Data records
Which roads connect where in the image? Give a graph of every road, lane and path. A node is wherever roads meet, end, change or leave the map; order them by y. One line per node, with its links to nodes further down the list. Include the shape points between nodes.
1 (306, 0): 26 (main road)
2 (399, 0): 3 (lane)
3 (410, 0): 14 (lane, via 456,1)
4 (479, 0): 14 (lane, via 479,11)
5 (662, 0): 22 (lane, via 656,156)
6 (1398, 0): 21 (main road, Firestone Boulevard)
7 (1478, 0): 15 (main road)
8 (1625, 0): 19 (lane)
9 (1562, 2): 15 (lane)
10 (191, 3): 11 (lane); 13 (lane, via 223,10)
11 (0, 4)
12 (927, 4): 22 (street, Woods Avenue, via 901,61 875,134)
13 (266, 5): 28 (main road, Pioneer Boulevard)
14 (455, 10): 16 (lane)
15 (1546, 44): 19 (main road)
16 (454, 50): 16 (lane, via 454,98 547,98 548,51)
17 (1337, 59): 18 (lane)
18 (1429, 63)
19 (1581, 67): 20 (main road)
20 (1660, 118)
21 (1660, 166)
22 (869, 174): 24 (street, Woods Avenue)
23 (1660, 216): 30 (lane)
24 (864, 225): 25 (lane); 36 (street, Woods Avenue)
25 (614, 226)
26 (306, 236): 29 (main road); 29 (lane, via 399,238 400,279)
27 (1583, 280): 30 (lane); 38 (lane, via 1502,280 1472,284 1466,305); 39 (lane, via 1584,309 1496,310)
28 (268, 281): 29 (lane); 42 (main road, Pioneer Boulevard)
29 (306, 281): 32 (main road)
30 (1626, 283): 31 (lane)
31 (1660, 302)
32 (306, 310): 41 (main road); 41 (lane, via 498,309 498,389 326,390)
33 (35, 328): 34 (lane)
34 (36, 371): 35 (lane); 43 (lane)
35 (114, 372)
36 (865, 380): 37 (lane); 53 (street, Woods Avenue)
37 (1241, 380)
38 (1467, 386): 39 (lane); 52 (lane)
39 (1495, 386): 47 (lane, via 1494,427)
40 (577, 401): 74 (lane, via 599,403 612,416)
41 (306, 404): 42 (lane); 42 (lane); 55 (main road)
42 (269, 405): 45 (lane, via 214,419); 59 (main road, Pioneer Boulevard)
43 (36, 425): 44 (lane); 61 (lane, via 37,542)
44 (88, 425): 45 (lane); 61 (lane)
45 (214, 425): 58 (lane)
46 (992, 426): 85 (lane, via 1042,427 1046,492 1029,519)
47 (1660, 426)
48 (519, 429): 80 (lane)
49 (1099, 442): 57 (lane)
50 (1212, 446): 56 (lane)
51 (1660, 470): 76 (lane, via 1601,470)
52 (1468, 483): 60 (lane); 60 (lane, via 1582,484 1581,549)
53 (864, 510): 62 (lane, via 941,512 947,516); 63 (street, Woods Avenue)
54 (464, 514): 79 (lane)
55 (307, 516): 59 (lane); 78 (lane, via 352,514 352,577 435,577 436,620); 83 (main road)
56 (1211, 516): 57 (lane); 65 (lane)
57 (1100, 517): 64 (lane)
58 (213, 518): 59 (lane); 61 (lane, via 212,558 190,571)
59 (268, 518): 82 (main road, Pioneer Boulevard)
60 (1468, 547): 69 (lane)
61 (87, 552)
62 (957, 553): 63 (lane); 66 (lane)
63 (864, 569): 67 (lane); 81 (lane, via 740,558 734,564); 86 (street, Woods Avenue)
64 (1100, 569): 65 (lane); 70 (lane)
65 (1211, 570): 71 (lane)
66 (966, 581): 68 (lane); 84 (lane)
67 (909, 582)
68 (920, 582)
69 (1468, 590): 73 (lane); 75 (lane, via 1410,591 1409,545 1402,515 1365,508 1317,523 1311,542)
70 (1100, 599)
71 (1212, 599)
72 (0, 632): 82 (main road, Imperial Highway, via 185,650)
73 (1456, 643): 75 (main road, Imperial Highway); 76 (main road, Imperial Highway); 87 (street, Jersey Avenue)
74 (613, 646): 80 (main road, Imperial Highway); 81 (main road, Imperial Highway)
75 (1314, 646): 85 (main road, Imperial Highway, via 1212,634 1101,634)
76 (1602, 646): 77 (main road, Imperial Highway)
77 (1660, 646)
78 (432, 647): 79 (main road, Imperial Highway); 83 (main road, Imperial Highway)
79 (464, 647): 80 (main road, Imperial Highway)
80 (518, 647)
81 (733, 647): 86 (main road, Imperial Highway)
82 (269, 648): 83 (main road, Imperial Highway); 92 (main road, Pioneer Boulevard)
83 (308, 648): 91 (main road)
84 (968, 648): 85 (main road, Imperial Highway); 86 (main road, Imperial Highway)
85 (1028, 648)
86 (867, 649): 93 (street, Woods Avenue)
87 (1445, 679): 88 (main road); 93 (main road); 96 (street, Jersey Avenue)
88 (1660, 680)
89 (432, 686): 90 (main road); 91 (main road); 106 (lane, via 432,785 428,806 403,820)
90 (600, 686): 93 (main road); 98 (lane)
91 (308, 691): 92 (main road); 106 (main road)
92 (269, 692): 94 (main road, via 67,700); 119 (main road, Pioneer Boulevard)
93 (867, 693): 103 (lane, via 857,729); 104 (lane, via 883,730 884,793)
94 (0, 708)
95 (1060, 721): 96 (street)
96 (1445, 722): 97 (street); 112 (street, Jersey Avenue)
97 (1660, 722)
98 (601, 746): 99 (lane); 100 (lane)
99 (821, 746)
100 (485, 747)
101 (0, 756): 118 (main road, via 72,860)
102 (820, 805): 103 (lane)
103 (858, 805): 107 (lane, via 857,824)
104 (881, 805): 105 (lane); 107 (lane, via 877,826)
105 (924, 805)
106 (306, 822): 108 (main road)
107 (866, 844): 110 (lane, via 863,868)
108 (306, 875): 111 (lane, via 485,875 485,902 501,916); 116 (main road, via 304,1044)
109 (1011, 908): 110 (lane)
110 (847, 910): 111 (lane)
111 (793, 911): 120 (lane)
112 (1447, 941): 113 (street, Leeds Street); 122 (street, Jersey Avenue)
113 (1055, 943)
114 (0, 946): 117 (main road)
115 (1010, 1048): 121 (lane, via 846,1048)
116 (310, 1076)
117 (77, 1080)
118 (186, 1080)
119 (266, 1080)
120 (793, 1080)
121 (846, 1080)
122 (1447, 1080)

How to complete this task -> Throughout the records above, find the lines in which the word "Boulevard" appears and return them.

Answer to this problem ->
6 (1398, 0): 21 (main road, Firestone Boulevard)
13 (266, 5): 28 (main road, Pioneer Boulevard)
28 (268, 281): 29 (lane); 42 (main road, Pioneer Boulevard)
42 (269, 405): 45 (lane, via 214,419); 59 (main road, Pioneer Boulevard)
59 (268, 518): 82 (main road, Pioneer Boulevard)
82 (269, 648): 83 (main road, Imperial Highway); 92 (main road, Pioneer Boulevard)
92 (269, 692): 94 (main road, via 67,700); 119 (main road, Pioneer Boulevard)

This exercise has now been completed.